Сборка de novo генома бактерии Buchnera aphidicola
Cборка генома Buchnera aphidicola, проект SRR4240387
fastqc SRR4240387.fastq | Проверка качества чтений |
---|---|
java -jar /nfs/srv/databases/ngs/suvorova/trimmomatic/trimmomatic-0.30.jar SE -phred33 SRR4240387.fastq srr_ad.fastq ILLUMINACLIP:adapters.fasta:2:7:7 | Удаление адаптерных последовательностей |
java -jar /nfs/srv/databases/ngs/suvorova/trimmomatic/trimmomatic-0.30.jar SE -phred33 srr_ad.fastq srr_trimmed2.fastq LEADING:10 TRAILING:25 SLIDINGWINDOW:5:15 | Очистка чтений |
fastqc srr_trimmed2.fastq | Проверка качества после очистки чтений |
velveth . 31 -short -fastq srr_trimmed2.fastq | Подготовка k-меров длины 31 |
velvetg . -cov_cutoff auto | Сборка последовательностей на основе k-меров |
Анализ качества и очистка чтений.
Исходно было получено 15'032'810 чтений.

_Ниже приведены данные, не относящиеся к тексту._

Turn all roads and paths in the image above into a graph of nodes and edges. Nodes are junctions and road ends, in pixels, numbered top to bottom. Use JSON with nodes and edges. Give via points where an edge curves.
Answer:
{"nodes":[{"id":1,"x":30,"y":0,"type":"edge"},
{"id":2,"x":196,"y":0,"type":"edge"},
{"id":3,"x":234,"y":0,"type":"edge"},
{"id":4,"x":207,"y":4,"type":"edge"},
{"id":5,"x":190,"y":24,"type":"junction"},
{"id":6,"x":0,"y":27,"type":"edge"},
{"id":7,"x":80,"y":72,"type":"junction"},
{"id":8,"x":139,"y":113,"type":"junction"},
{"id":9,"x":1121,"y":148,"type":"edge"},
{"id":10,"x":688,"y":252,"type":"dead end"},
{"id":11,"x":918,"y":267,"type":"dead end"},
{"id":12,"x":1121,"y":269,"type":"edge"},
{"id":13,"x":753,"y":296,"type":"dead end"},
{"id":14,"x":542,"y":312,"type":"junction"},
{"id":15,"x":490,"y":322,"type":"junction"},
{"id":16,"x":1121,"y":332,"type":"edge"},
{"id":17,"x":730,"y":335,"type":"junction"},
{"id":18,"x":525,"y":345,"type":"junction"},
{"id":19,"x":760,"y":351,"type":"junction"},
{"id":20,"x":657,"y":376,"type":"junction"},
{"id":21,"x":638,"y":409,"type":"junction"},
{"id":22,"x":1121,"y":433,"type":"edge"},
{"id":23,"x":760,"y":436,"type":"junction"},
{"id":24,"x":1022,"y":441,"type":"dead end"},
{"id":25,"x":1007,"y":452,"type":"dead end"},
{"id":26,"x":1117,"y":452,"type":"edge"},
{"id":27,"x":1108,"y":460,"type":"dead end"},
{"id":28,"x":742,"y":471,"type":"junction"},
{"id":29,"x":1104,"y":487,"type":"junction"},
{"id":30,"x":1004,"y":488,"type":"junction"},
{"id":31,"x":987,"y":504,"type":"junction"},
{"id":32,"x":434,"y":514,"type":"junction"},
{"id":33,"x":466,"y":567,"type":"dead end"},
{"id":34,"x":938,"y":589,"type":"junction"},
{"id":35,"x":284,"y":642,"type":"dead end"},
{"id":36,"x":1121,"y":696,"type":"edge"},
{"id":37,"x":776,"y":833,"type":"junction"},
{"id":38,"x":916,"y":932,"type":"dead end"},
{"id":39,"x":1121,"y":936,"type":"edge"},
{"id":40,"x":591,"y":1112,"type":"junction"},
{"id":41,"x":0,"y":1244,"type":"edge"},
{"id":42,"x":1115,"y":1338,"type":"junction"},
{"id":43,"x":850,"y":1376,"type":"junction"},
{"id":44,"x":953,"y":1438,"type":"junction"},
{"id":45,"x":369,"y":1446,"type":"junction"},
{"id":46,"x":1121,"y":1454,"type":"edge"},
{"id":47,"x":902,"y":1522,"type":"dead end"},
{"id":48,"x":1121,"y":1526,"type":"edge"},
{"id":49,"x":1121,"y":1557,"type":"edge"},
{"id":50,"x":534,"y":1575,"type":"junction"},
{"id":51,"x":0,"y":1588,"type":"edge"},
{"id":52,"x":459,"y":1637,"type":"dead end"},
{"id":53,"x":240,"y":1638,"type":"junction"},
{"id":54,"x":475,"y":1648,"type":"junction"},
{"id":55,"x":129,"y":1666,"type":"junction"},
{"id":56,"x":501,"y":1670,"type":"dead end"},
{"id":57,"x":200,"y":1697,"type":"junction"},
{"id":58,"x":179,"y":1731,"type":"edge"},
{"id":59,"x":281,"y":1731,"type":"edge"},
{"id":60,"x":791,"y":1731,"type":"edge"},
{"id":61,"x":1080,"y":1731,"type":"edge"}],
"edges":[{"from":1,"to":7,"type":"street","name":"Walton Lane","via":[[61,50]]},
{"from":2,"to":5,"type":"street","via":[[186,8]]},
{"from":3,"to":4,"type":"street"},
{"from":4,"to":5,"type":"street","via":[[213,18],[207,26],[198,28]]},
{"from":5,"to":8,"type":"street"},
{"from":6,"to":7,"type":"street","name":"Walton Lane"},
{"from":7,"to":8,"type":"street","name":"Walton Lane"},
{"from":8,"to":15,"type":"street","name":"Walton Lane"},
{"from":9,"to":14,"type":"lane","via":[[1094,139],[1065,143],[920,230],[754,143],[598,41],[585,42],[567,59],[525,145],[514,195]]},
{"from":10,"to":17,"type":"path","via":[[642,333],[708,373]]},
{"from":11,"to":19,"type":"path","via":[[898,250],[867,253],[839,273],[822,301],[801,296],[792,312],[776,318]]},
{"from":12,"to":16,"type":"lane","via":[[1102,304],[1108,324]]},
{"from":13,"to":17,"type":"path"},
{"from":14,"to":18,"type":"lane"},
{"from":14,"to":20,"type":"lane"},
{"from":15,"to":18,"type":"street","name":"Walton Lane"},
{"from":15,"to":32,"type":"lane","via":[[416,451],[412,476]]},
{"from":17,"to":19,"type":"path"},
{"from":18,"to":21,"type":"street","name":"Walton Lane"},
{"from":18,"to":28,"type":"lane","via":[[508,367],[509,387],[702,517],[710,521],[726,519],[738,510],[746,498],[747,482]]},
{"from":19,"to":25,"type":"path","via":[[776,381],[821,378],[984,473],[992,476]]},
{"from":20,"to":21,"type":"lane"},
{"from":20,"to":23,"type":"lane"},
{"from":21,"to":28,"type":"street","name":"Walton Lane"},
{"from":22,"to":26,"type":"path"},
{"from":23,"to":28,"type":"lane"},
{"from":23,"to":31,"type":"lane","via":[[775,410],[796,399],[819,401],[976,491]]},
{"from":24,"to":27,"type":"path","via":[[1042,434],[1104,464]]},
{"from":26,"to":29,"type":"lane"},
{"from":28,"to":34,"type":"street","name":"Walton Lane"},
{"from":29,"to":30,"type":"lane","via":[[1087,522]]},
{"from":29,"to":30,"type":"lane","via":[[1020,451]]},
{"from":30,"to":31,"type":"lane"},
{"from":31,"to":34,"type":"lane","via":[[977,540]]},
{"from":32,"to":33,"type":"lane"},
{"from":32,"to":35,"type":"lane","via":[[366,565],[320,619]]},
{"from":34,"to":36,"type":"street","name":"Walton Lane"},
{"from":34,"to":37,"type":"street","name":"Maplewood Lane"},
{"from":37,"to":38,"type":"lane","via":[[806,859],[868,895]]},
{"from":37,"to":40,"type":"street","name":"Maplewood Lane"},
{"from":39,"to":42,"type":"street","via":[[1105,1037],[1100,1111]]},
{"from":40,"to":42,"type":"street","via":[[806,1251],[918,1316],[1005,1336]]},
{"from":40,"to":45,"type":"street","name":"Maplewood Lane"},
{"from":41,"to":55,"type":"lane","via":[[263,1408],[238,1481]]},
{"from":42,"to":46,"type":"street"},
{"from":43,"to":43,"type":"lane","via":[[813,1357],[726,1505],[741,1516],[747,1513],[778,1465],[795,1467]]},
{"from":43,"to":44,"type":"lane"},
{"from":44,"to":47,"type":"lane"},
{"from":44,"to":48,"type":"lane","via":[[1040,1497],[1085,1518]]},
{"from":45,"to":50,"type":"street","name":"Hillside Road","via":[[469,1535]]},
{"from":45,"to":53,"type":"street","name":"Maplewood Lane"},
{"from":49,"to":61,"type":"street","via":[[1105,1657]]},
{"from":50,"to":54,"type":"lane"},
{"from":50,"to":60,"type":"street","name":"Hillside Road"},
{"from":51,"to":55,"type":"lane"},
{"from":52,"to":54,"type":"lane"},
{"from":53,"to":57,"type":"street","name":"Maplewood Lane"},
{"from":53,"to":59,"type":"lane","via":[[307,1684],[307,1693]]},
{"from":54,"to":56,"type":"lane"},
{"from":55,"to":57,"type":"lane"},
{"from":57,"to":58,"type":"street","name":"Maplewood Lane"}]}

Качество чтений до очистки отображено на Рис. 1.
С помощью Trimmomatic сперва были удалены адаптерные последовательности. 3075 последовательностей
ридов оказались остатками адаптеров.
Затем с конца каждого чтения были отрезаны нуклеотиды с качеством ниже 20,
после чего оставлены только чтения длиной не меньше 32 нуклеотидов. После очистки осталось
3'665'895 ридов. Таким образом, процедуру очистки прошли только 24.4% ридов.
Однако анализ чтений с помощью FastQC после очистки показал, что их качество
все еще очень низкое (см. Рис. 2).
Поэтому пришлось ужесточить параметры trimmomatic: LEADING:10 TRAILING:25 SLIDINGWINDOW:5:15 MINLEN:32.
Теперь очистку прошли 552'581 (3.68%) ридов. Размер файла fastq до очистки равен 1.6 GB, после - 57 MB.
Качество чтений после очистки отображено на Рис. 2.
Параметр "Per base sequence quality" пришел в порядок, однако множество параметров все еще оставляют желать лучшего. Например,
перепредставлена последовательность "AAAAAAAAAAAAAAAAAAAAAAAAAAAAAAAAAAAAAAA", составляя 8.2% от
всех последовательностей. Тем не менее, дальнейшее ужесточение параметров FastQC (LEADING:10 TRAILING:25
SLIDINGWINDOW:5:15 MINLEN:32) только увеличивает этот процент, поэтому дело
в самих данных, а не в уровне шума. В связи с этим, дальнейшая работа велась с файлом, полученным с параметрами
trimmomatic LEADING:10 TRAILING:25 SLIDINGWINDOW:5:15 MINLEN:32.
Сборка и анализ.
N50=98. Данные по трем самым длинным контигам доступны в Таблице 2.
Кроме того, обнаружены 3 контига с аномально высоким покрытием, их длины и покрытие доступны в Таблице 3.
В связи с тем, что их длина меньше 31, velvetg не включила их в итоговый fasta-файл с контигами.
Если отбросить эти 3 контига, среднее покрытие равно 5.2. Контигов с аномально низким покрытием не обнаружено (есть
множество контигов с покрытием немного большим 3).
ID | Длина | Покрытие | |
---|---|---|---|
Контиг 1 | 26 | 1198 | 36.73 |
Контиг 2 | 194 | 934 | 47.11 |
Контиг 3 | 22 | 883 | 41.08 |
ID | Длина | Покрытие | |
---|---|---|---|
Контиг 1 | 1301 | 1 | 434583 |
Контиг 2 | 1304 | 1 | 5206 |
Контиг 3 | 1302 | 11 | 441.5 |
Ни для одного из трех самых длинных контигов megablast не выдал никакого выравнивания с
хромосомой Buchnera aphidicola (GenBank/EMBL AC — CP009253).
Однако megablast по базе Nucleotide collection (nr/nt) для всех трех контигов построил
выравнивание с плазмидой pTrp данной бактерии. Этот любопытный результат говорит о том,
что в данном эксперименте больше всего амплифицировалась эта плазмида, а не какой-либо
участок бактериальной хромосомы.
А именно, все три контига ложатся на разные участки последовательности генов большой (trpE) и малой (trpG) субъединиц антранилат-синтетазы.